II. — L’Imprimerie de la Sorbonne.


En 1470, Jean de La Pierre[2], un Allemand du nom de Jean Heynlin, originaire de Stein[3] (au diocèse de Spire), était prieur de la Sorbonne. Ancien recteur de l’Université de Paris, La Pierre avait déjà, en 1467, rempli à la Sorbonne ces mêmes fonctions de prieur. C’était un des meilleurs esprits du xve siècle, ouvert à toutes les initiatives, fort curieux de toutes les découvertes et très amoureux du progrès.
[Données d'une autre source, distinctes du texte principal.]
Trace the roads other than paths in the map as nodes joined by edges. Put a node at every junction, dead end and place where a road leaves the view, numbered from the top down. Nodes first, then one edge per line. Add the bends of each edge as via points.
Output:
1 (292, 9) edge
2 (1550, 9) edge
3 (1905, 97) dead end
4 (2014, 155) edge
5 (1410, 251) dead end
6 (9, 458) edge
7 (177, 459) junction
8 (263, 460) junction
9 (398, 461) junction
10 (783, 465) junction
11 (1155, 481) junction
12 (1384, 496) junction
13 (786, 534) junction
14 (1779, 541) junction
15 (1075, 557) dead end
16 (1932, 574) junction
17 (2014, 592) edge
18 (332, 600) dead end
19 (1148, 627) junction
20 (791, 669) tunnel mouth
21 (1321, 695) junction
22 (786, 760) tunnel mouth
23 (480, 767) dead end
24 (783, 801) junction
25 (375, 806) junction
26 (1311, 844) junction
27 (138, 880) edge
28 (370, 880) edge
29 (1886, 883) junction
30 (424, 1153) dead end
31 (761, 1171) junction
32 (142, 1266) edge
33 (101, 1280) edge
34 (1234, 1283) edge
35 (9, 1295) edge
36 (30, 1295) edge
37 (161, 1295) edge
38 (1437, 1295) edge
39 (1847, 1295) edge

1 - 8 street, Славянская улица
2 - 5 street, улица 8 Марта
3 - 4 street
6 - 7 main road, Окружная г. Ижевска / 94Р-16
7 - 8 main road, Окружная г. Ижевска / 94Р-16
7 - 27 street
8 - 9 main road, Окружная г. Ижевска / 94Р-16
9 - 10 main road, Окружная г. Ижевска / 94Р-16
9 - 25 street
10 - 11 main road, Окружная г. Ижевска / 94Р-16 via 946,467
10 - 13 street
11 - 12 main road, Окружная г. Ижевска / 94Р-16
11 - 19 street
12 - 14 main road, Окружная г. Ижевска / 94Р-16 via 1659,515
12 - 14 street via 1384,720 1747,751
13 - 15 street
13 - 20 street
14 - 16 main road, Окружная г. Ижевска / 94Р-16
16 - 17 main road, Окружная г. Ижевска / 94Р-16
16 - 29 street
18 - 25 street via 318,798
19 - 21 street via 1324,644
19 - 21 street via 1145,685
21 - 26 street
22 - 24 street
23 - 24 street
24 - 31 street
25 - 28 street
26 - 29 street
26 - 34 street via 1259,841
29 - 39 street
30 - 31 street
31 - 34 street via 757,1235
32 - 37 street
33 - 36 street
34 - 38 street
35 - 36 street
Il avait pu se procurer quelques-unes des productions de Gutenberg

  1. Un autre disciple de Gutenberg, venu lui aussi d’Allemagne, devait, quelque dix années plus tard, subir les conséquences d’une aventure dont, heureusement pour ses commettants, les résultats furent tout différents : En 1474-1475 décédait, à Paris, « un nommé Herman de Stathoen, natif du diocèze de Munster en Allemagne », auquel « Conrart Hanequis et Pierre Scheffre, marchands bourgeois de la cité de Mayence en Allemagne », avaient « baillé et envoyé certaine quantité de livres pour iceulx vendre là où il trouverait », au profit desdits bailleurs. En vertu du droit d’aubaine, tous les biens d’Herman de Stathoen, étranger « sans lettre de naturalité et habitation », furent saisis et vendus au profit du roi. Pierre Scheffre et Conrart Hanequis, après avoir « exposé qu’ils ont occupé grant partie de leur temps à l’industrie, art et usage de l’impression d’écriture », remontrèrent et donnèrent les preuves que « les dicts livres combien qu’ils fussent en la possession dudict Stathoen à l’heure de sondict trespas, toutesfois ils ne luy apartenoient point, mais veritablement appartenoient et apartiennent auxdits exposans ». Louis XI, « ayant consideration de la peine et labeur que lesdits exposans ont prins pour ledit art et industrie de l’impression », consentit, sur les sollicitations de « ses tres-chers et tres-amés cousins et alliés » le roi des Romains et l’archevêque de Mayence, à « faire restituer ausdits Conrart Hancquis et Pierre Scheffre ladite somme de deux mille quatre cens vingt-cinq écus d’or et trois sols tournois » pour la valeur des livres saisis. (Lettres données à Paris, le 21 avril 1475. — Isambert, Recueil général des anciennes Lois françaises, 5e livr., p. 710.)
  2. Quelques auteurs écrivent Jean La Pierre ; nous préférons Jean de La Pierre, traduction littérale du latin Joannes Lapidarius ou de Lapide.
  3. Stein (dans le grand-duché de Bade), en latin Lapis, d’où le surnom du prieur : Magister Johannes Heynlin de Lapide.